Reviewer 3 Report (New Reviewer)
Comments and Suggestions for AuthorsIn this review, authors summarized the underlying mechanisms of resistance and available personalized predictive approaches that may lead to improved efficacy of EGFR-targeted therapies. They also discussed recent developments and the use of specific therapeutic strategies such as multi-targeting agents and combination therapies, for overcoming cancer resistance to EGFR- specific drugs. This paper looks beneficial for the researchers, who work at this area and it also well-presented. It can be accepted after minor revision.
Here are some points:
· There is no need that erlotinib; cetuximab; gefitinib; panitumumab; lapatinib; osimertinib; afatinib; neratinib are included in keywords. A general phase can be chosen.
· In Figure 1, HER2, HER3 and HER4 can be also inserted and mentioned.
· If Biorender is used for Figure 2 too, it must be indicated.
· In Figure 3, there are many small molecule TKIs. It can be changed as small molecule EGFR TKIs.
· There are also reports for the effects of EGFR on melanoma. It can be also added and the role of EGFR in melanoma.
· There are dislocations in the rows of Table 1.
· The molecular weight, chemical names and the trade names of compounds are unnecessary in Figures 4 and 5, just the generic names: erlotinib, afatinib…… are adequate.
· The chemical structure of JBJ-04-125-02 must be corrected in Figure 6.
· Figures must be inserted after mentioned in the text.
· The side effects of EGFR TKIs can be mentioned.
· Future directions and conclusions part was written so general. It must be rewritten.

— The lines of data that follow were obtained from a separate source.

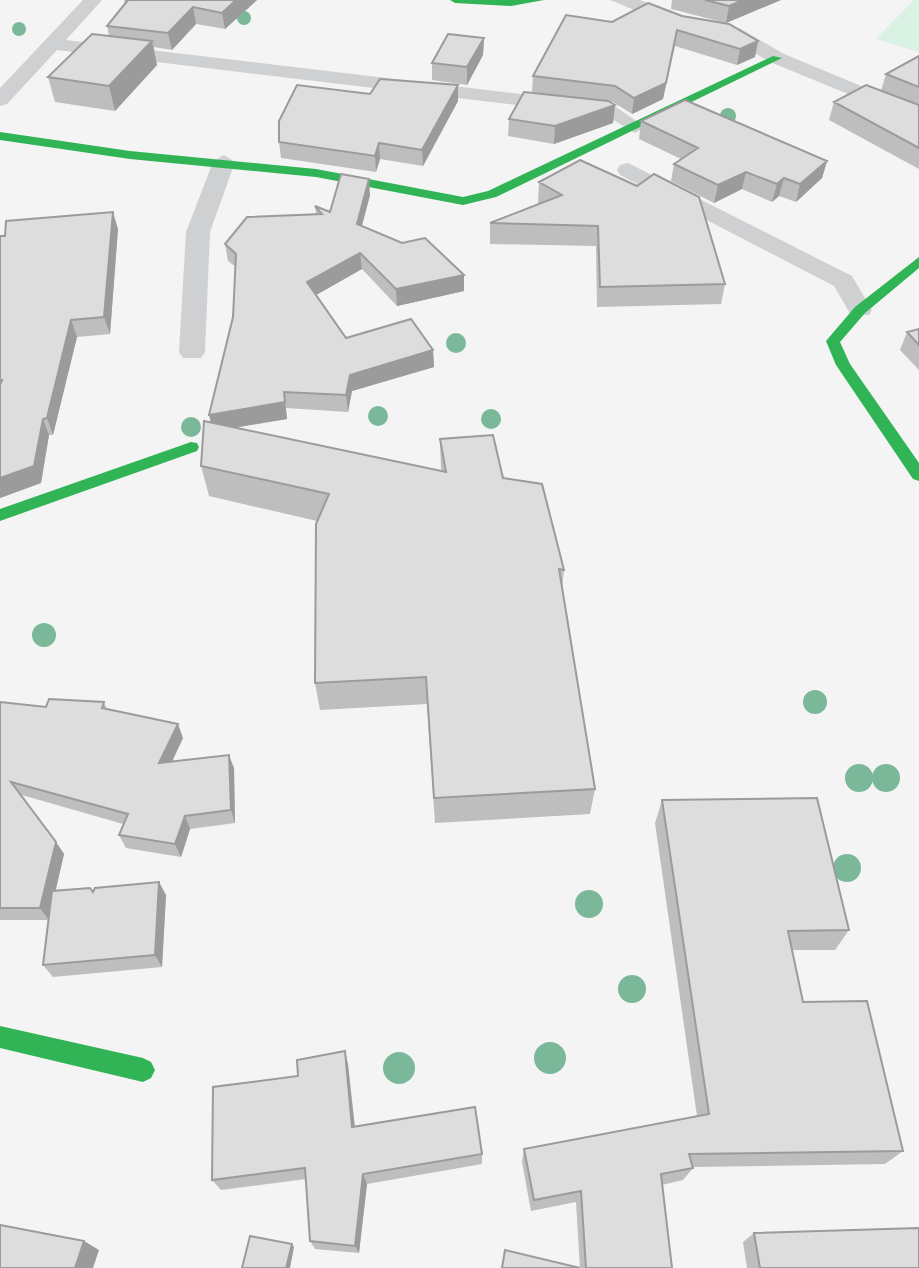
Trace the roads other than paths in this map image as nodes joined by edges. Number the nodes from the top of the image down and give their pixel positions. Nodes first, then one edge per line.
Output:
1 (93, 0) edge
2 (455, 0) edge
3 (539, 0) edge
4 (619, 0) edge
5 (650, 3) edge
6 (54, 44) junction
7 (777, 58) junction
8 (0, 100) edge
9 (919, 117) edge
10 (635, 127) junction
11 (0, 136) edge
12 (224, 162) junction
13 (628, 170) dead end
14 (919, 261) edge
15 (860, 310) junction
16 (192, 352) dead end
17 (191, 447) dead end
18 (919, 475) edge
19 (0, 515) edge
20 (0, 1037) edge
21 (143, 1070) dead end

1 - 6 street
2 - 3 street
4 - 5 street
5 - 7 street
6 - 8 street
6 - 10 street
7 - 9 street
7 - 10 street
10 - 12 street
11 - 12 street
12 - 16 street
13 - 15 street
14 - 15 street
15 - 18 street
17 - 19 street
20 - 21 street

Comments on the Quality of English LanguageThere are many grammatical errors that authors should correct.
Author Response
Please see the attachment.
Author Response File: Author Response.pdf
This manuscript is a resubmission of an earlier submission. The following is a list of the peer review reports and author responses from that submission.
Round 1
Reviewer 1 Report
Comments and Suggestions for AuthorsThe manuscript entitled „Targeted Inhibitors of EGFR: Structure, Biology, Biomarkers 2 and Clinical Applications” by N. Shaban et al. contains a review on the EGFR inhibitors. Considering the drugs currently used in the therapy of cancers, the review is quite comprehensive and provides insight into the mechanism of EGFR inhibitory activity. Moreover, the manuscript gives details on the therapeutic use of the above inhibitors in specific cancers.

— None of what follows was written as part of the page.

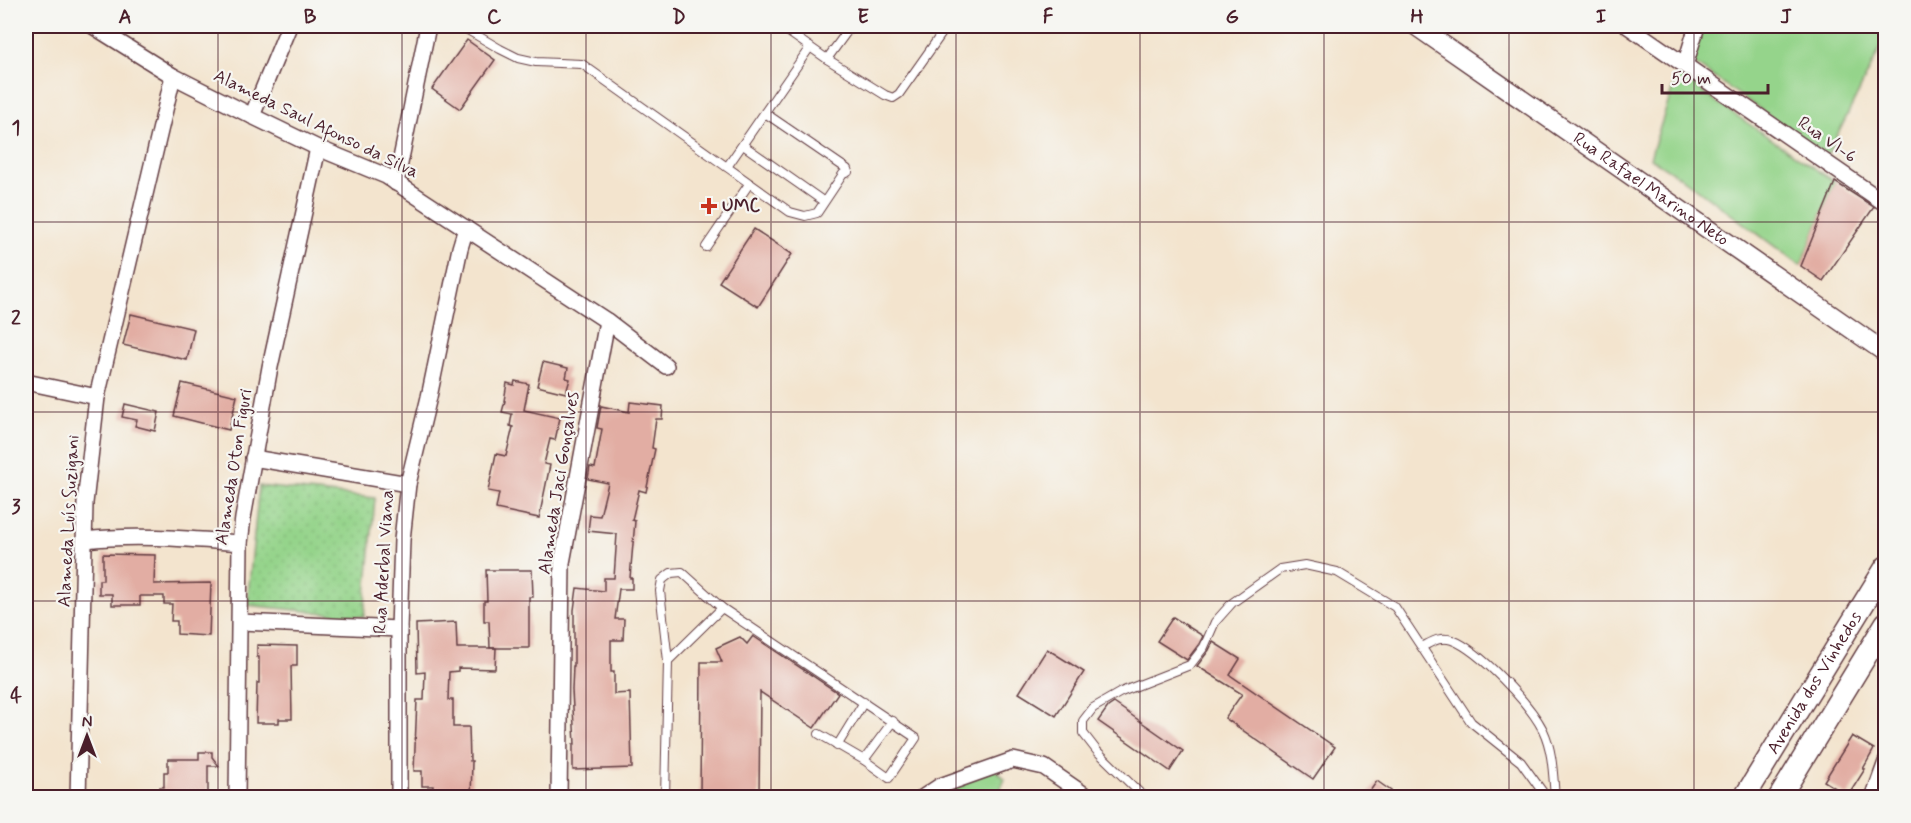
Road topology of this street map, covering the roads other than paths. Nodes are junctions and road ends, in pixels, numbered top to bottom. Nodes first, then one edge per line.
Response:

However, the review could be improved significantly if the authors could address the problems I express below.
1. Why did the review omit a couple of EGFR inhibitors that had been approved for cancer treatment, e.g. Vandetanib, Brigatinib, Tucatinib, and Mobocertinib? The latter inhibitor is an interesting case as Takeda has announced plans to withdraw the drug just two years after its approval for the treatment of locally advanced or metastatic non–small cell lung cancer.

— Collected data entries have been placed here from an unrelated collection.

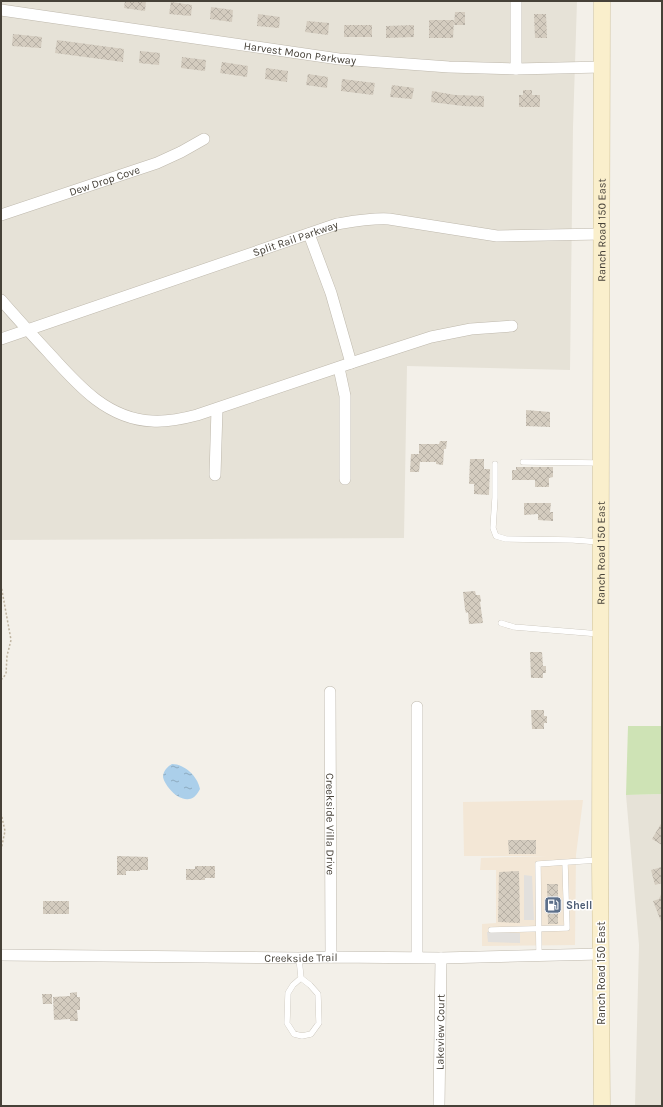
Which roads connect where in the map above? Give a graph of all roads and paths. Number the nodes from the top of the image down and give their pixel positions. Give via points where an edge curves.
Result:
1 (516, 1) edge
2 (602, 1) edge
3 (1, 10) edge
4 (602, 67) junction
5 (516, 69) junction
6 (204, 139) dead end
7 (1, 215) edge
8 (309, 234) junction
9 (602, 234) junction
10 (1, 300) edge
11 (512, 326) dead end
12 (28, 330) junction
13 (1, 339) edge
14 (351, 363) junction
15 (339, 368) junction
16 (216, 409) junction
17 (523, 462) dead end
18 (600, 463) junction
19 (495, 464) dead end
20 (215, 475) dead end
21 (345, 478) dead end
22 (600, 542) junction
23 (1, 584) edge
24 (501, 623) dead end
25 (600, 634) junction
26 (1, 680) edge
27 (330, 692) dead end
28 (417, 707) dead end
29 (1, 813) edge
30 (1, 850) edge
31 (600, 860) junction
32 (565, 863) junction
33 (1, 868) edge
34 (1, 889) edge
35 (540, 929) junction
36 (491, 930) dead end
37 (601, 954) junction
38 (1, 955) edge
39 (539, 956) junction
40 (331, 957) junction
41 (417, 957) junction
42 (299, 958) junction
43 (441, 958) junction
44 (300, 978) junction
45 (439, 1106) edge
46 (602, 1106) edge

1 - 5 street
2 - 4 main road, Ranch Road 150 East
3 - 5 street, Harvest Moon Parkway via 339,59
4 - 5 street, Harvest Moon Parkway
4 - 9 main road, Ranch Road 150 East
6 - 7 street, Dew Drop Cove via 157,163
8 - 9 street, Split Rail Parkway via 337,224 374,218 497,236
8 - 12 street, Split Rail Parkway
8 - 14 street via 331,293
9 - 18 main road, Ranch Road 150 East
10 - 12 street
11 - 14 street via 452,332
12 - 13 street, Split Rail Parkway
12 - 16 street via 87,393 110,410 151,421 197,416
14 - 15 street
15 - 16 street
15 - 21 street via 345,396
16 - 20 street
17 - 18 lane
18 - 22 main road, Ranch Road 150 East
19 - 22 lane via 493,528 496,536 506,540
22 - 25 main road, Ranch Road 150 East
23 - 26 path via 11,640 6,674
24 - 25 lane
25 - 31 main road, Ranch Road 150 East
27 - 40 street, Creekside Villa Drive
28 - 41 street
29 - 30 path via 5,831
31 - 32 lane
31 - 37 main road, Ranch Road 150 East
32 - 35 lane via 566,928
32 - 35 lane via 538,864
33 - 34 path
35 - 36 lane
35 - 39 lane
37 - 39 street, Creekside Trail
37 - 46 main road, Ranch Road 150 East
38 - 42 street, Creekside Trail
39 - 43 street, Creekside Trail
40 - 41 street, Creekside Trail
40 - 42 street, Creekside Trail
41 - 43 street, Creekside Trail
42 - 44 lane
43 - 45 street, Lakeview Court
44 - 44 lane via 318,994 319,1023 311,1034 302,1036 294,1034 287,1023 288,992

2. The interaction of the inhibitors with the amino acids present in the ATP pocket is treated cursorily by the authors. However, it would be interesting to know whether the inhibitors containing aminopyrimidine or aminoquinazoline moiety interact in a similar or different manner with these amino acids.
3. It is a pity that the authors did not provide any information on emerging four generation selective EGFR inhibitors, some of which are devoid of the typical structural elements, i.e. pyrimidine or quinazoline rings (see: M. A. Mansour et al. RSC Adv., 2023, 13, 18825).
4. Although the manuscript is readable, it contains many minor errors that need correction. Some of them I marked in the attached manuscript.
Comments for author File: Comments.pdf
Comments on the Quality of English LanguageAlthough the manuscript is readable, it contains many minor errors that need correction. Some of them I marked in the I marked in the attached manuscript.
Reviewer 2 Report
Comments and Suggestions for AuthorsPlease see attached Report
Comments for author File: Comments.pdf
Comments on the Quality of English LanguageMinor edits to the structure of some sentences and to the concordance of verbal tenses in parts of the text.